BRIEF DESCRIPTION OF THE DRAWINGS
[0005] FIG. 1 schematically illustrates a block diagram overview of
the disclosed hybrid word look-up method.
[0006] FIG. 2 schematically illustrates a block diagram overview of
the disclosed dynamic speech synthesis engine tuning method.
DETAILED DESCRIPTION OF THE PREFERRED EMBODIMENT
[0007] FIG. 1 schematically illustrates the architectural overview
for one embodiment of the disclosed hybrid look-up method as a word
lookup-up system 10. Depending on its modality, the user input is
fed to a voice recognition sub-system 12 or word recognition
sub-system 42, which might operate by communicating wirelessly with
a cloud-based voice/word recognition server 14, e.g. Google voice
recognition engine. A set of potential words outputted by the voice
recognition subsystem 12 are matched against the set of possible
words, retrieved from a domain database 18, using an ensemble of
word matching methods 16.
[0008] An ensemble of word matching methods 16 computes the
distance between each potential word and each of the possible
words. In an exemplary embodiment of the disclosed method, the
distance is computed as a weighted aggregate of word distances in a
multitude of spaces including the phonetic encoding, such as
metaphone and double metaphone, string metric, such as Levenshtein
distance, etc. The words are then sorted according to their
computed aggregate distances and only a predefined number of top
words are outputted as a set of candidate words and fed to a
clustering method 20.
[0009] A set of candidate words are grouped into two segments by a
clustering method 20. The first segment includes candidate words
that are considered to be a likely match for the input user voice
whereas the second segment contains the unlikely matches. The
former category words are identified based on their previously
computed aggregate distance by selecting the words that have a
distinctly smaller distance. Consequently, the rest of the words
are categorized as the second category. In a preferred embodiment
of the clustering method a well-known image segmentation approach,
called Otsu method, can be used to identify a distinct set of
words.
[0010] Before being presented to the user as a set of recognized
words, a set of distinct words may be rearranged according to one
or more of its associated metadata. The metadata are stored along
with the set of possible words on a domain database 18 and include
features such as frequently of usage, and user-defined or
dynamically computed priority/importance, for each word. The
rearrangement of words is particularly useful in disambiguation of
distinct words with very close distinction level(s).

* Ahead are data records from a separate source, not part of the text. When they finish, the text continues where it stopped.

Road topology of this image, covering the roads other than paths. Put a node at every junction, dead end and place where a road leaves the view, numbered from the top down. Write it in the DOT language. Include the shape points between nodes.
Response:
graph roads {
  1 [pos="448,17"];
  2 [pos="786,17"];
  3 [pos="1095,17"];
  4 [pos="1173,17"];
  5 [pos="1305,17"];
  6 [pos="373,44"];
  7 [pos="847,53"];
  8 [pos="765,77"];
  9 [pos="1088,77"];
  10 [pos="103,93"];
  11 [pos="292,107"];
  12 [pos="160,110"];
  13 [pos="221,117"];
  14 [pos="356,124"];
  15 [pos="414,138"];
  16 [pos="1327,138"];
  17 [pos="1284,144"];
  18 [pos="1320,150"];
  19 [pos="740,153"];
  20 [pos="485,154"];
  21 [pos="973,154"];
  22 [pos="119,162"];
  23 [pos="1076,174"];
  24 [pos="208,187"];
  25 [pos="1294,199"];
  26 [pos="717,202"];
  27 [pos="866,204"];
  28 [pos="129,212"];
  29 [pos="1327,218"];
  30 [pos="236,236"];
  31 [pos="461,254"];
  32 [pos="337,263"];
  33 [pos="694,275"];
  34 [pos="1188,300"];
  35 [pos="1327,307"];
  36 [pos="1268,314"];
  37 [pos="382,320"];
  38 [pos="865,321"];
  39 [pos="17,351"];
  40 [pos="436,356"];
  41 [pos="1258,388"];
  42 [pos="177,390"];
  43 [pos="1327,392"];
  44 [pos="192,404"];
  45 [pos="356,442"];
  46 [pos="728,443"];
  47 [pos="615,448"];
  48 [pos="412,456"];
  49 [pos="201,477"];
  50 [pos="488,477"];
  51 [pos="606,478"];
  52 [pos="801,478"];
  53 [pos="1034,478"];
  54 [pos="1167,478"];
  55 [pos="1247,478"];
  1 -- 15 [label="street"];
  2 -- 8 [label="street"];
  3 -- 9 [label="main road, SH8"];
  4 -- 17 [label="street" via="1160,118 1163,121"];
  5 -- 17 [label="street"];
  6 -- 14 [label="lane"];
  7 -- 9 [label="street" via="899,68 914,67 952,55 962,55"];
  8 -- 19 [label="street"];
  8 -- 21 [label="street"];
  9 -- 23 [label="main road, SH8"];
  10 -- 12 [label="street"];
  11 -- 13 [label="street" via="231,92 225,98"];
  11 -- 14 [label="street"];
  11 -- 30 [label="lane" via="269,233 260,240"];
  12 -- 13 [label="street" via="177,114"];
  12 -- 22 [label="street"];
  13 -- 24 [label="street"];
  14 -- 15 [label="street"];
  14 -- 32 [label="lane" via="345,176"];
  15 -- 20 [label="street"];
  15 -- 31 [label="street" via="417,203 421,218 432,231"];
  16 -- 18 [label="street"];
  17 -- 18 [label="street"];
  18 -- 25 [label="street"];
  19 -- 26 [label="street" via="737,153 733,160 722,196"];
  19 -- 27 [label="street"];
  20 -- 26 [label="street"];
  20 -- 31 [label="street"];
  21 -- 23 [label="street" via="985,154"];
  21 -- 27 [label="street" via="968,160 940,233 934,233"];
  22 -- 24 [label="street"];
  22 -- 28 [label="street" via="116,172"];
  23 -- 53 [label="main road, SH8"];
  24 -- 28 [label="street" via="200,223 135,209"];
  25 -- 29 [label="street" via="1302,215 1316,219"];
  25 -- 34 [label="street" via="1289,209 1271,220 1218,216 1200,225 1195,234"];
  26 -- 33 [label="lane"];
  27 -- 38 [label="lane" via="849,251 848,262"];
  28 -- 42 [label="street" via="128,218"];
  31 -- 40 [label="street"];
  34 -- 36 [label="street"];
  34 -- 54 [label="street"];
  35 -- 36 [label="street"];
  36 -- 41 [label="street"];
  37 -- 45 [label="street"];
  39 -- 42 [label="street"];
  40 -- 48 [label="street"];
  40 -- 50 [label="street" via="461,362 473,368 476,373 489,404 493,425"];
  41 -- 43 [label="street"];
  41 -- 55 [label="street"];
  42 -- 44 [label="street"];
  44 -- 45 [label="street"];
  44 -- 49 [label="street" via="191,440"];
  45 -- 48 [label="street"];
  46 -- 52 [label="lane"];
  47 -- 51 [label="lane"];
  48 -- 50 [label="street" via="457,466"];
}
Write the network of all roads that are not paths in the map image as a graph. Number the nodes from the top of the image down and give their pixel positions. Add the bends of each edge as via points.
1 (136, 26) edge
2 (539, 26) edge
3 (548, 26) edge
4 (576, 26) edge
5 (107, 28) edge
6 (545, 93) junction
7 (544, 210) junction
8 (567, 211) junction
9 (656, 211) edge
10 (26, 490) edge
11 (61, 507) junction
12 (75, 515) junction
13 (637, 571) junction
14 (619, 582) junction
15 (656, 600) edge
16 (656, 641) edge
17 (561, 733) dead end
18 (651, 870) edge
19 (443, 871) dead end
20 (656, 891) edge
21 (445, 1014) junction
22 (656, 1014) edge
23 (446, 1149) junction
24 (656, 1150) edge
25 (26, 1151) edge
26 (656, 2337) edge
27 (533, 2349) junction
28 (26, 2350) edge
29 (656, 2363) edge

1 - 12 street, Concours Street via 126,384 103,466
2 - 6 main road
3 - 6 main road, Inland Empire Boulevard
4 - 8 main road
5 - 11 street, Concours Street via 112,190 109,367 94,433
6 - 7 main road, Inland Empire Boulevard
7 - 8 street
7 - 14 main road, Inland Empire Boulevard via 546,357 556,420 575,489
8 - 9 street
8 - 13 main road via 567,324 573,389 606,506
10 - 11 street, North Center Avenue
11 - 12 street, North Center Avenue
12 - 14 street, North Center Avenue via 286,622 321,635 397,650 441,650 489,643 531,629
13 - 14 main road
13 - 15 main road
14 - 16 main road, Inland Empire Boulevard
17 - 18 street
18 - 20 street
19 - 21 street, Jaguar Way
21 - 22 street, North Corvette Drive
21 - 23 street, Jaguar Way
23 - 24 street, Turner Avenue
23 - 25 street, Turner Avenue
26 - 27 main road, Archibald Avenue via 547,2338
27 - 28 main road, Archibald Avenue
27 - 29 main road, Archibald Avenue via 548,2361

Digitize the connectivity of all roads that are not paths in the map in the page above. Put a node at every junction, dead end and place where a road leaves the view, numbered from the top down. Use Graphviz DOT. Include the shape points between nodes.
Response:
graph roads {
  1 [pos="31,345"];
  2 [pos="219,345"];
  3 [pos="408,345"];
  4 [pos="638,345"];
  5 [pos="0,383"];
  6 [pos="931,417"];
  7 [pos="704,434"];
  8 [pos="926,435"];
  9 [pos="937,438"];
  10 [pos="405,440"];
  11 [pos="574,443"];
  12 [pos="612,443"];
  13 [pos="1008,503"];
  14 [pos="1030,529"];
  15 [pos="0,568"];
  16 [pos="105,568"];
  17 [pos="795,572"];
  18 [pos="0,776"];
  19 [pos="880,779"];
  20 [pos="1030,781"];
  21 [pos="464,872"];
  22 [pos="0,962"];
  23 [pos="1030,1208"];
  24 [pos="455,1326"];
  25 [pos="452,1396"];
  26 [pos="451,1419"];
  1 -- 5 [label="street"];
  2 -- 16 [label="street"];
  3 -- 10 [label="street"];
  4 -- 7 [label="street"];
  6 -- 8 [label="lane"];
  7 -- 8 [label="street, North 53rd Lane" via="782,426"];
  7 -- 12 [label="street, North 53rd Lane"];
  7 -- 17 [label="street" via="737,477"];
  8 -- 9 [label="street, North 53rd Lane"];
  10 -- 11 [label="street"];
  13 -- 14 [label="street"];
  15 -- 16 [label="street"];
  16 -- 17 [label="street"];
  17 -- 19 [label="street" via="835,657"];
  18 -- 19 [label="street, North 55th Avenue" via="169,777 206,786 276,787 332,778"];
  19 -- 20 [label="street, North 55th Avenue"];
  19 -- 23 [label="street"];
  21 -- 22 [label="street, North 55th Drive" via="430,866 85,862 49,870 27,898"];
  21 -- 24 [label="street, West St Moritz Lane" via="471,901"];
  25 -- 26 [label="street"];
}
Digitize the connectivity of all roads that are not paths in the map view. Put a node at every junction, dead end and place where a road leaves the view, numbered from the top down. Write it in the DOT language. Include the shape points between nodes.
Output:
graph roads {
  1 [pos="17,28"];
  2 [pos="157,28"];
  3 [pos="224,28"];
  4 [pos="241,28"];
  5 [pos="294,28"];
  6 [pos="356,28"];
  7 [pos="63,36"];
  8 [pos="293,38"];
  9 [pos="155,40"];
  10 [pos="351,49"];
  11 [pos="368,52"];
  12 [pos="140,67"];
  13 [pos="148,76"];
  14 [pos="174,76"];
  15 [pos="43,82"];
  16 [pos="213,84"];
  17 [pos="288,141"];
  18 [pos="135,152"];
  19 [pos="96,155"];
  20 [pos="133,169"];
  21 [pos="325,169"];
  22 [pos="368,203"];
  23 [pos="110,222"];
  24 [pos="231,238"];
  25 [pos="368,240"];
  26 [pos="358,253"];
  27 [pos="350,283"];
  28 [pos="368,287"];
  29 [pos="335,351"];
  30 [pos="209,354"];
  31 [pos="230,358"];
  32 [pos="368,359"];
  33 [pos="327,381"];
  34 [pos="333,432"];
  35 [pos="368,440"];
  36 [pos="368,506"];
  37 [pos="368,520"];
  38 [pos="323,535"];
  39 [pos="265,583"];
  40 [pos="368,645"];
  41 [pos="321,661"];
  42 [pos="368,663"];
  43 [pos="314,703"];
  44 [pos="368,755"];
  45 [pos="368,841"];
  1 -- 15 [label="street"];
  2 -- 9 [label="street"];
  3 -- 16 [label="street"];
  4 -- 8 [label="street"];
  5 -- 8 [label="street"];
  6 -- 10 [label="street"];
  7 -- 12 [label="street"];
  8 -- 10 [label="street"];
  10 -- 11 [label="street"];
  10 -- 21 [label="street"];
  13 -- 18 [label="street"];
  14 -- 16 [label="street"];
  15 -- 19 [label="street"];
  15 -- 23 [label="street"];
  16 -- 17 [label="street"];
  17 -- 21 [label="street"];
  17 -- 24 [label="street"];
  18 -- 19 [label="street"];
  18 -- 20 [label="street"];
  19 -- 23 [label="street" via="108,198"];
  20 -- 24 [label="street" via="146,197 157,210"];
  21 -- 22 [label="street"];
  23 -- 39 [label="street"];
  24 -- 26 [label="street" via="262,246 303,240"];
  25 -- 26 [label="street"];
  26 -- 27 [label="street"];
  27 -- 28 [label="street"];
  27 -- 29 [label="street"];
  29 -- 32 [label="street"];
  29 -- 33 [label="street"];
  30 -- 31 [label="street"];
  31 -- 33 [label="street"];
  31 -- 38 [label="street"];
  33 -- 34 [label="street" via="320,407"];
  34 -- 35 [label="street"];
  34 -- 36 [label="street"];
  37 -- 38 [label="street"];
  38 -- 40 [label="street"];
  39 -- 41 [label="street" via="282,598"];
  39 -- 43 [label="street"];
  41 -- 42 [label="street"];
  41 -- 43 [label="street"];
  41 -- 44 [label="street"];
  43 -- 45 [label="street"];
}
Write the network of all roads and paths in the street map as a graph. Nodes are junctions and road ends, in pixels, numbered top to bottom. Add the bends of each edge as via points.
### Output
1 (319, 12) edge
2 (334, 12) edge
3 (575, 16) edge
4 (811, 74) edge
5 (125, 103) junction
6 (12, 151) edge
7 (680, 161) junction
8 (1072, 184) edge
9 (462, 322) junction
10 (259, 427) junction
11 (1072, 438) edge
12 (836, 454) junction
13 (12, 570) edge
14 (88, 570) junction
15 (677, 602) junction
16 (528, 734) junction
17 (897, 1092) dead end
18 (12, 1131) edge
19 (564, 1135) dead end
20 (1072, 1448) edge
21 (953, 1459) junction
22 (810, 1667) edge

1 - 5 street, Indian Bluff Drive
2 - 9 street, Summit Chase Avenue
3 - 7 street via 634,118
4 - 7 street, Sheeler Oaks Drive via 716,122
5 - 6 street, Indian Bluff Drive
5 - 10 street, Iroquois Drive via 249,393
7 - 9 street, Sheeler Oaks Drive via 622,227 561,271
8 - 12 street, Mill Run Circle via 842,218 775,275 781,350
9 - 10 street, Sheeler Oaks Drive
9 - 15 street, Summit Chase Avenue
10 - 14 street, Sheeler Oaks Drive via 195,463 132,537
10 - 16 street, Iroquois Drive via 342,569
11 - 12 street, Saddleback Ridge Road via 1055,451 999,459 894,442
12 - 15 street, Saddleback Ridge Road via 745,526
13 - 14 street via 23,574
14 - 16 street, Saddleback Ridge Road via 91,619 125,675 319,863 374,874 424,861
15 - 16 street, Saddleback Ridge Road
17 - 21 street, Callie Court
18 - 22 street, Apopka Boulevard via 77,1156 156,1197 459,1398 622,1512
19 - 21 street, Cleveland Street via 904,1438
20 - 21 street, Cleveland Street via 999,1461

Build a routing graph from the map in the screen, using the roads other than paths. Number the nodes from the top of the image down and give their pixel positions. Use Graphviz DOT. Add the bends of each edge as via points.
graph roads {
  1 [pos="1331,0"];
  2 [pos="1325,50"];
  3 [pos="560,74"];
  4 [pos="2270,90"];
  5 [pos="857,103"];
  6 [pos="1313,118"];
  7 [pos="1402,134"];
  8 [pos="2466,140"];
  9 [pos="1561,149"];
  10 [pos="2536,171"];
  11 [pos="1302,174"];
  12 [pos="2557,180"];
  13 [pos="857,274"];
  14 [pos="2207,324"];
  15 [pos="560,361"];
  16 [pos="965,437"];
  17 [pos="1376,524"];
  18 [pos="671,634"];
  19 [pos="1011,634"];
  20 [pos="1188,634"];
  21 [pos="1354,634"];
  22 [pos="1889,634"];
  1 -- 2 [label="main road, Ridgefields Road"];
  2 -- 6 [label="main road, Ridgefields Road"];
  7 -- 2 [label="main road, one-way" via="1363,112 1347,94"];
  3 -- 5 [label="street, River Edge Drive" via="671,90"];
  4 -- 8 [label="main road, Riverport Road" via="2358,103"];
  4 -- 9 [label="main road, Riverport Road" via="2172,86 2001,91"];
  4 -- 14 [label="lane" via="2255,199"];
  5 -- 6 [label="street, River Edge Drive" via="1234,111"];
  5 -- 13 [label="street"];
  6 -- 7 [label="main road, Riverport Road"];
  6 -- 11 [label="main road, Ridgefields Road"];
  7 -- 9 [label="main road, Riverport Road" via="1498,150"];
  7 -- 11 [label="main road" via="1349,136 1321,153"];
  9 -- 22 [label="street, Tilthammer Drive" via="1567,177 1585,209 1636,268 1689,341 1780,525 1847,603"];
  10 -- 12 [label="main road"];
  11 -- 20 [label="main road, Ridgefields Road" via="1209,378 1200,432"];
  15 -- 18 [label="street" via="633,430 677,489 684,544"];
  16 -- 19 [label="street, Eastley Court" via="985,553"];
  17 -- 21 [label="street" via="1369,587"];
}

[0011] FIG. 2 schematically illustrates the architectural overview
of a speech synthesis system 40 that relies on the disclosed
dynamic tuning method to update its vocabulary in an on-demand
basis. A word recognition sub-system 42 extracts words contained in
the input textual data. A speech synthesis engine 44 then converts
the extracted words into a speech, to be played for a user. The
speech synthesis engine groups words into two categories. The first
category of words, referred to as native words, is those words that
already exist in the phonetic vocabulary of a domain database 18.
The second category of words, referred to as alien words, is those
words that do not exist in the database 18.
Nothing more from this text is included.